TASK PROMPT
It would help if you retyped the data exactly, leaving out the pictures.

PROVIDED RECORDS START

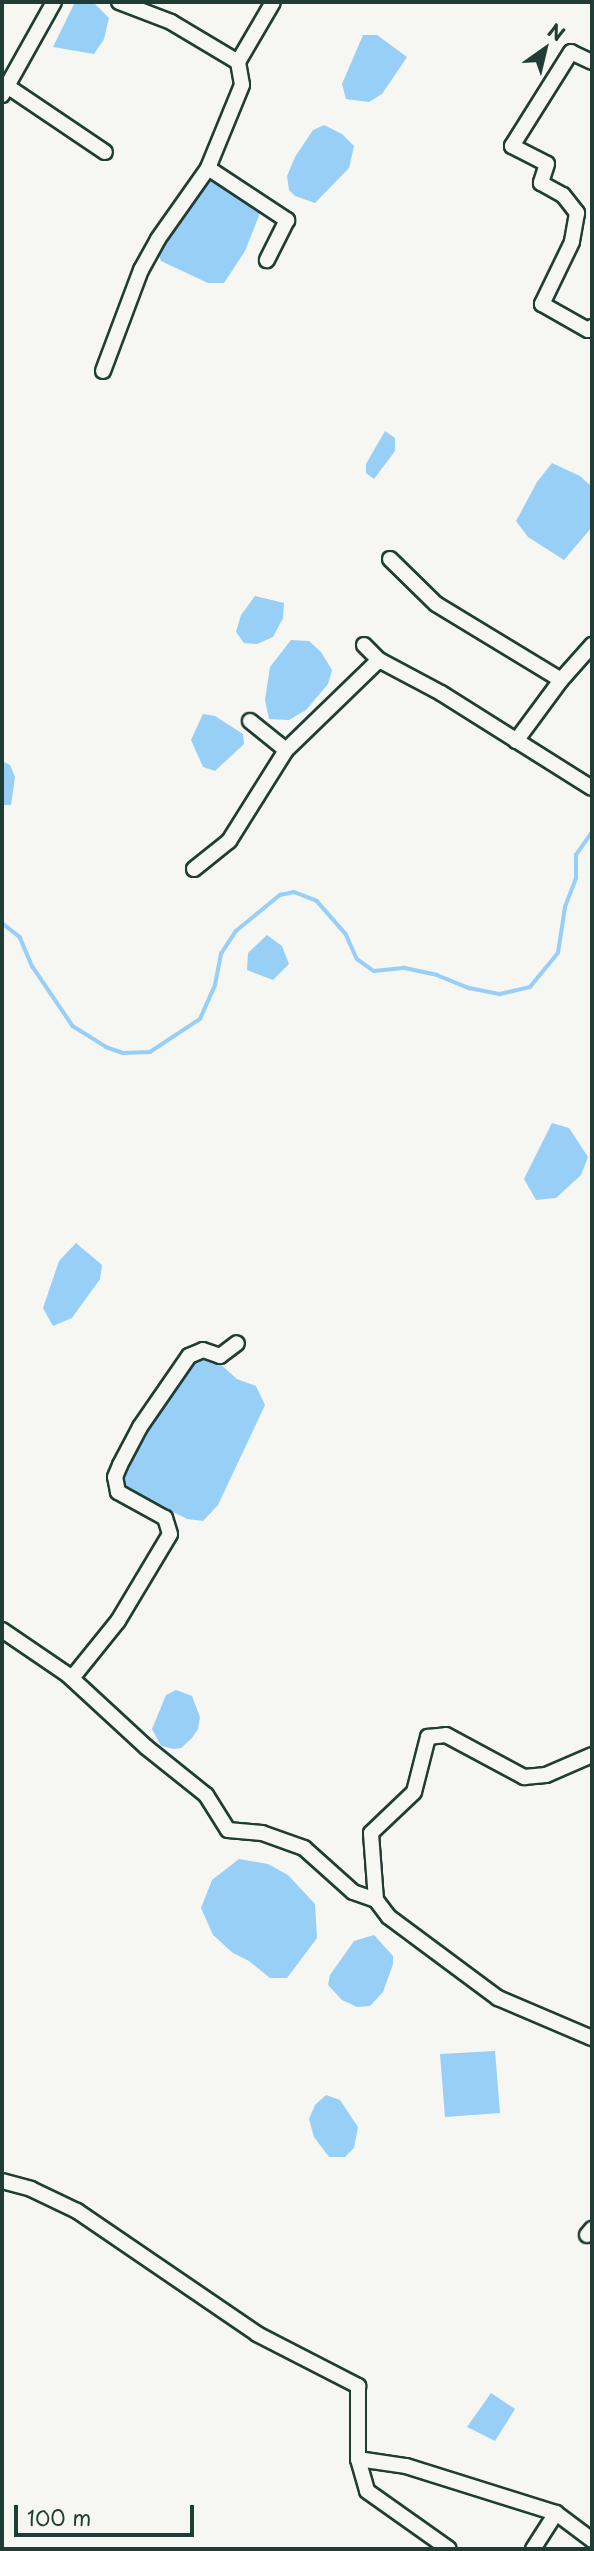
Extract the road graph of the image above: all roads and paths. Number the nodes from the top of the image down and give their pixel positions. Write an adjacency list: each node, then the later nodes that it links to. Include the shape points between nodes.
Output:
1 (54, 2): 6 (street)
2 (119, 2): 4 (street, via 171,22)
3 (273, 2): 4 (street)
4 (238, 62): 8 (street, via 242,85)
5 (592, 62): 10 (street, via 571,52 512,146 547,163 541,183 563,195 577,213 572,242 542,304 588,330)
6 (4, 90): 7 (street)
7 (105, 152)
8 (208, 168): 9 (street, via 287,220); 11 (street, via 141,270)
9 (267, 260)
10 (592, 327)
11 (103, 371)
12 (390, 559): 16 (street, via 436,604)
13 (365, 645): 15 (street)
14 (592, 645): 16 (street)
15 (379, 660): 18 (street); 19 (street)
16 (561, 680): 18 (street)
17 (250, 721): 19 (street)
18 (516, 741): 20 (street)
19 (286, 750): 21 (street, via 229,841)
20 (592, 788)
21 (194, 869)
22 (237, 1343): 24 (street, via 220,1356 203,1350 189,1356 120,1465 115,1477 118,1492 165,1518 170,1534 118,1621)
23 (2, 1630): 24 (street)
24 (72, 1678): 26 (street, via 206,1795 228,1830 262,1833 304,1848 353,1892)
25 (592, 1755): 26 (street, via 546,1774 524,1777 446,1735 428,1737 414,1792 371,1833)
26 (376, 1900): 27 (street, via 389,1917 498,1998)
27 (592, 2038)
28 (2, 2181): 29 (street, via 77,2211 257,2334 358,2386)
29 (358, 2459): 30 (street, via 406,2466); 32 (street, via 367,2490)
30 (556, 2513): 31 (street); 33 (street)
31 (592, 2540)
32 (449, 2549)
33 (533, 2549)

PROVIDED RECORDS END

TASK SOLUTION
Extract the road graph of the image above: all roads and paths. Number the nodes from the top of the image down and give their pixel positions. Write an adjacency list: each node, then the later nodes that it links to. Include the shape points between nodes.
Output:
1 (54, 2): 6 (street)
2 (119, 2): 4 (street, via 171,22)
3 (273, 2): 4 (street)
4 (238, 62): 8 (street, via 242,85)
5 (592, 62): 10 (street, via 571,52 512,146 547,163 541,183 563,195 577,213 572,242 542,304 588,330)
6 (4, 90): 7 (street)
7 (105, 152)
8 (208, 168): 9 (street, via 287,220); 11 (street, via 141,270)
9 (267, 260)
10 (592, 327)
11 (103, 371)
12 (390, 559): 16 (street, via 436,604)
13 (365, 645): 15 (street)
14 (592, 645): 16 (street)
15 (379, 660): 18 (street); 19 (street)
16 (561, 680): 18 (street)
17 (250, 721): 19 (street)
18 (516, 741): 20 (street)
19 (286, 750): 21 (street, via 229,841)
20 (592, 788)
21 (194, 869)
22 (237, 1343): 24 (street, via 220,1356 203,1350 189,1356 120,1465 115,1477 118,1492 165,1518 170,1534 118,1621)
23 (2, 1630): 24 (street)
24 (72, 1678): 26 (street, via 206,1795 228,1830 262,1833 304,1848 353,1892)
25 (592, 1755): 26 (street, via 546,1774 524,1777 446,1735 428,1737 414,1792 371,1833)
26 (376, 1900): 27 (street, via 389,1917 498,1998)
27 (592, 2038)
28 (2, 2181): 29 (street, via 77,2211 257,2334 358,2386)
29 (358, 2459): 30 (street, via 406,2466); 32 (street, via 367,2490)
30 (556, 2513): 31 (street); 33 (street)
31 (592, 2540)
32 (449, 2549)
33 (533, 2549)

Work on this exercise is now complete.